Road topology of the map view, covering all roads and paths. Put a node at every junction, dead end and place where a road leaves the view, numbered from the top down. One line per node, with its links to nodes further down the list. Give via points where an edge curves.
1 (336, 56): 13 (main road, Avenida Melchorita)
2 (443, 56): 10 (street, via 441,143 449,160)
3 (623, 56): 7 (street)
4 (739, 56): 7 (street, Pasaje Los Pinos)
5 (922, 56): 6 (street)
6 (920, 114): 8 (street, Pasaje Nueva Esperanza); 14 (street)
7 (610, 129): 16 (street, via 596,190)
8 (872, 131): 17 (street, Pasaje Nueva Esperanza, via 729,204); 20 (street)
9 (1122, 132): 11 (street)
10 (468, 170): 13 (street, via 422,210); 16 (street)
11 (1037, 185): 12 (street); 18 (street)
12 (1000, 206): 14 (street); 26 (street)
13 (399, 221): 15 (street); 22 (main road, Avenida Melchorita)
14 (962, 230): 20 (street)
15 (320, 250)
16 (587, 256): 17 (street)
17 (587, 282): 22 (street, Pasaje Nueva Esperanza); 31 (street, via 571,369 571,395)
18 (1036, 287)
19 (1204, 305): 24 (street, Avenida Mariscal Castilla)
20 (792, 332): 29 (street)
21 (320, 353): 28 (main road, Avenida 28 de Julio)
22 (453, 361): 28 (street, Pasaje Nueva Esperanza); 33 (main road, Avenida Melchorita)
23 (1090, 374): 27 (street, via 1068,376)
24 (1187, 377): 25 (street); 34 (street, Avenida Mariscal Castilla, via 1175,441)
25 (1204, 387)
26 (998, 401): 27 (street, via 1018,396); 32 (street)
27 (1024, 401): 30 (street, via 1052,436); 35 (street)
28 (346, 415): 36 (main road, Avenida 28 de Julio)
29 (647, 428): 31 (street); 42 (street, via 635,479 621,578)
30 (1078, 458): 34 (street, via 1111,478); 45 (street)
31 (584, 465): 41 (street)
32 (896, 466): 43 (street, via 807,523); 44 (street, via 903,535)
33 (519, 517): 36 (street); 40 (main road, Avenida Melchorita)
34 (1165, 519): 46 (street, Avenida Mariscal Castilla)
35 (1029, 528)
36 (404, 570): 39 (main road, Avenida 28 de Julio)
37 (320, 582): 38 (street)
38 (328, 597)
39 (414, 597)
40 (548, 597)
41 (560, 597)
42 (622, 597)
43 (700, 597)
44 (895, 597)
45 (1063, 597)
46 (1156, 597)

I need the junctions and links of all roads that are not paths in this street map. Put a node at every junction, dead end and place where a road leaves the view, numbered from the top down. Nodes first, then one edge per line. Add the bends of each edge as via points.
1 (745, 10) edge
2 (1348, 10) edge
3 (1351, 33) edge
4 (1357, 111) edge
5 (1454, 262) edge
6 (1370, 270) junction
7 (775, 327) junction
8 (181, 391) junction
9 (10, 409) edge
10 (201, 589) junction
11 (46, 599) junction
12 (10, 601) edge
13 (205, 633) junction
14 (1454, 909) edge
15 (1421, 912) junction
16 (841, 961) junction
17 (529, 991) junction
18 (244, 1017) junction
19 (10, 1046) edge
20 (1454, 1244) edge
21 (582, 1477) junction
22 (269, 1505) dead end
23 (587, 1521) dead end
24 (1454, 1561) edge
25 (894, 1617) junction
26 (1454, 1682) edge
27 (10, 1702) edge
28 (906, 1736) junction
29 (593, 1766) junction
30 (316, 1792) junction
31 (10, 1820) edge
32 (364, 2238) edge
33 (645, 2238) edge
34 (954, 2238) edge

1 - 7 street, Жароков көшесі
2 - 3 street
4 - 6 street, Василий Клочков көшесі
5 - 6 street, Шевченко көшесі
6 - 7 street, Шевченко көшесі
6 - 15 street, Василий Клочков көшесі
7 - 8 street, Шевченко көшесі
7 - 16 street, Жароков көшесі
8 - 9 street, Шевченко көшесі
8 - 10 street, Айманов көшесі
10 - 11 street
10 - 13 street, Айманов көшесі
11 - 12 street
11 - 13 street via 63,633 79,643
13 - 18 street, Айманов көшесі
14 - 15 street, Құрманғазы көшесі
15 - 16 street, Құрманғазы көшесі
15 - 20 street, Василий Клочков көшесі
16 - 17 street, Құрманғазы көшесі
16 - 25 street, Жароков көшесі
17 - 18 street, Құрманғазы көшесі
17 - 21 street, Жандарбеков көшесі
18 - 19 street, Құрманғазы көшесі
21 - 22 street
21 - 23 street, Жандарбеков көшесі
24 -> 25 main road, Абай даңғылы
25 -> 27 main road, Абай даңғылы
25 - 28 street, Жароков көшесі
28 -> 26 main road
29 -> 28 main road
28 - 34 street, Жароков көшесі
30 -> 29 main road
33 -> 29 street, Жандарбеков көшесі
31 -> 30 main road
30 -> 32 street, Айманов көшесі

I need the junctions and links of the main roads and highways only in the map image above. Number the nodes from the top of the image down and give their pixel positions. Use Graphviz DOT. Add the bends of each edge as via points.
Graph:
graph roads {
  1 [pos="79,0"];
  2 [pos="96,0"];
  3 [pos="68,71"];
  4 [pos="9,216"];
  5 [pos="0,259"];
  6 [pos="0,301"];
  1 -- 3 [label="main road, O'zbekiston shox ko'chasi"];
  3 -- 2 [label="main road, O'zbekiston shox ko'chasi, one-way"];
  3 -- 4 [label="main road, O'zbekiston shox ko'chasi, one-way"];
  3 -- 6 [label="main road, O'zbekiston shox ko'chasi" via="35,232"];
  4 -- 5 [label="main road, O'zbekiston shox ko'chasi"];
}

*Your instructions*.
Lines of the listing above that include the string "Шевченко" should each be copied.

*Exercise result*.
5 - 6 street, Шевченко көшесі
6 - 7 street, Шевченко көшесі
7 - 8 street, Шевченко көшесі
8 - 9 street, Шевченко көшесі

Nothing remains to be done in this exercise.